Corría el año 1814 en Boston y la lluvia era igual que cien años antes, cuando su bisabuelo paterno, John Poe, emigró de Irlanda a Estados Unidos en pleno siglo XVIII. Ese hombre conoció a una bella mujer inglesa, se enamoró, la quiso y se casó con ella para formar una familia numerosa. Él creía y deseaba ser parte de una familia de ascendencia noble: ¡Qué bien sonaba eso! Pero con sus diez hijos, lo que consiguió fue ser granjero.
Edgar desconocía —mientras memorizaba aquellos números tallados en piedra— qué le depararía el destino, y en cuántos riachuelos debía nadar hasta llegar a su final trágico. Pero el miedo no iba con él y, aunque ya sabía lo que era la muerte, solo quería imaginar que formaba parte de una vida en donde dicen: "que los románticos han muerto y los poetas desaparecen".
El cielo rugió: como si algo oculto y colosal —como un Dios imaginario de su mente enfermiza— hubiera estornudado justo encima de las nubes, cuyas caras se contrajeron ante una brillante luz que superaría la del sol. Después de esto, parecía como si dos titanes chocaran sus espadas y saltaran unas largas chispas que alcanzaban el suelo como dedos torpes, pero certeros.

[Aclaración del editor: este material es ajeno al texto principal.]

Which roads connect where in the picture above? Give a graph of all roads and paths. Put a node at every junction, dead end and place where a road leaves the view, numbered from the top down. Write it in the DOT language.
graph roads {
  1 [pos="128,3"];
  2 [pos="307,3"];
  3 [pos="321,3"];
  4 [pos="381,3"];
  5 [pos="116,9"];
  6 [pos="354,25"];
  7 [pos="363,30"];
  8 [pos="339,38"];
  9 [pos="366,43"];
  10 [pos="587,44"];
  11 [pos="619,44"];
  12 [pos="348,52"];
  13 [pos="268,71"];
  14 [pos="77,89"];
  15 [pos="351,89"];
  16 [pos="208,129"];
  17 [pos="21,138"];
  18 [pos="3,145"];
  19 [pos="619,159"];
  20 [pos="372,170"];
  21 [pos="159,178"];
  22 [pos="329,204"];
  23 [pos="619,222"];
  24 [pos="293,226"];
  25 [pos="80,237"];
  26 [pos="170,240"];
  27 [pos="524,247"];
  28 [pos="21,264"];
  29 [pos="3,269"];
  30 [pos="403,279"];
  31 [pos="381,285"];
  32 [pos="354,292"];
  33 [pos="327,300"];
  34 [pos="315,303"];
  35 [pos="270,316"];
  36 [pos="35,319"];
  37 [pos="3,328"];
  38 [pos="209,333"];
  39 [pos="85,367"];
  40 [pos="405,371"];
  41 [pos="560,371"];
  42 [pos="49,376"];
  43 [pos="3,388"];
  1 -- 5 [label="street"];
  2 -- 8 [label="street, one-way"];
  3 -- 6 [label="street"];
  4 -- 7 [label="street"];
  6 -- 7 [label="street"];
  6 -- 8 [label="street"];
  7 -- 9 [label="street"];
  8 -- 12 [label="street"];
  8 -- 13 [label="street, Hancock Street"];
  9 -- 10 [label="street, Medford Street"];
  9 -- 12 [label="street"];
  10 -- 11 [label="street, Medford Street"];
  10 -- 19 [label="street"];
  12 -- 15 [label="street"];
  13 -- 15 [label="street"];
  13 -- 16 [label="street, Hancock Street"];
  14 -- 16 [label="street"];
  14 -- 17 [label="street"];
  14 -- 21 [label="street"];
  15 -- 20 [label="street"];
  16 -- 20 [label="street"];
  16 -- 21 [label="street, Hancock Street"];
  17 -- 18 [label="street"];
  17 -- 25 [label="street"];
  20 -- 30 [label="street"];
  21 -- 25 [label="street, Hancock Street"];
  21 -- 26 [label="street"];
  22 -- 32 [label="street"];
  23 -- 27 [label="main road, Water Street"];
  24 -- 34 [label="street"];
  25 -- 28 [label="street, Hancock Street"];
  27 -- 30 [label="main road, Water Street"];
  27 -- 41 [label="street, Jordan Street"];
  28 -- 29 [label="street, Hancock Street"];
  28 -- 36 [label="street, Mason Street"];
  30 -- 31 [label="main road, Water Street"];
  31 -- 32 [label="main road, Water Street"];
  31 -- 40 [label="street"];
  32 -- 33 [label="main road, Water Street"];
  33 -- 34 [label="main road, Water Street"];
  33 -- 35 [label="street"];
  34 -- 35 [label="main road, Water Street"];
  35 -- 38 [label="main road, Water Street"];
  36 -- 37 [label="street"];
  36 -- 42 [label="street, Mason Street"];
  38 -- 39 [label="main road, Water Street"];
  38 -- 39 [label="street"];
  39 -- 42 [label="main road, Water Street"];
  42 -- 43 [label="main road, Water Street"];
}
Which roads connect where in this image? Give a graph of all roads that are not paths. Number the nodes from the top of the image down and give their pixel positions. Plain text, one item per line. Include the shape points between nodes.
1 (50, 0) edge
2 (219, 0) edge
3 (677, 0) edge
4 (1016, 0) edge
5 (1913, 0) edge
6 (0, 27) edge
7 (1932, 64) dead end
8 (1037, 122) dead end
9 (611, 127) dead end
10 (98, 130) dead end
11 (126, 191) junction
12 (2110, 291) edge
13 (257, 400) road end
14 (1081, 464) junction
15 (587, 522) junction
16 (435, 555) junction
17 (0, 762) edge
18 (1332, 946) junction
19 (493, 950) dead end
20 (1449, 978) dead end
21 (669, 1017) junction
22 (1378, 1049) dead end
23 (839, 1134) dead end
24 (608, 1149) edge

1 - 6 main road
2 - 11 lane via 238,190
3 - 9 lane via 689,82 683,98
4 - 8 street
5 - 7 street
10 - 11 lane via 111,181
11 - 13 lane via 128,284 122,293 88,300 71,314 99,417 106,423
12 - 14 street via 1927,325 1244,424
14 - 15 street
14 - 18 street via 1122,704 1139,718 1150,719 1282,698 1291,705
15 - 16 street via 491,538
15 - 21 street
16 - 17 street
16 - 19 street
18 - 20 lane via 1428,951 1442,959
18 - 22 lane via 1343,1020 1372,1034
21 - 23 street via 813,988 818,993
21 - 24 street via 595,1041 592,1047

Un árbol —no muy lejos del cementerio— cayó al suelo tras la elevación de un humo grisáceo. Entonces, los ojos de Edgar se habían dilatado; y, evidentemente, creía que los románticos morían. Imaginó que allí habría algún corazón tallado con algún nombre. Era la magia del amor y el fin de los poetas, cuyos corazones habrían dejado de latir.
Solo quería imaginar y olvidar sus pesadillas. Apoyado con una mano de dedos frágiles sobre una lápida, sentía el tacto áspero de los números y, casi sin esfuerzo, podía adivinar de qué números se trataban.
—Once —susurró tras el estruendo, y rompiendo el silencio absurdo que queda tras un rayo— Fecha de defunción: El once del....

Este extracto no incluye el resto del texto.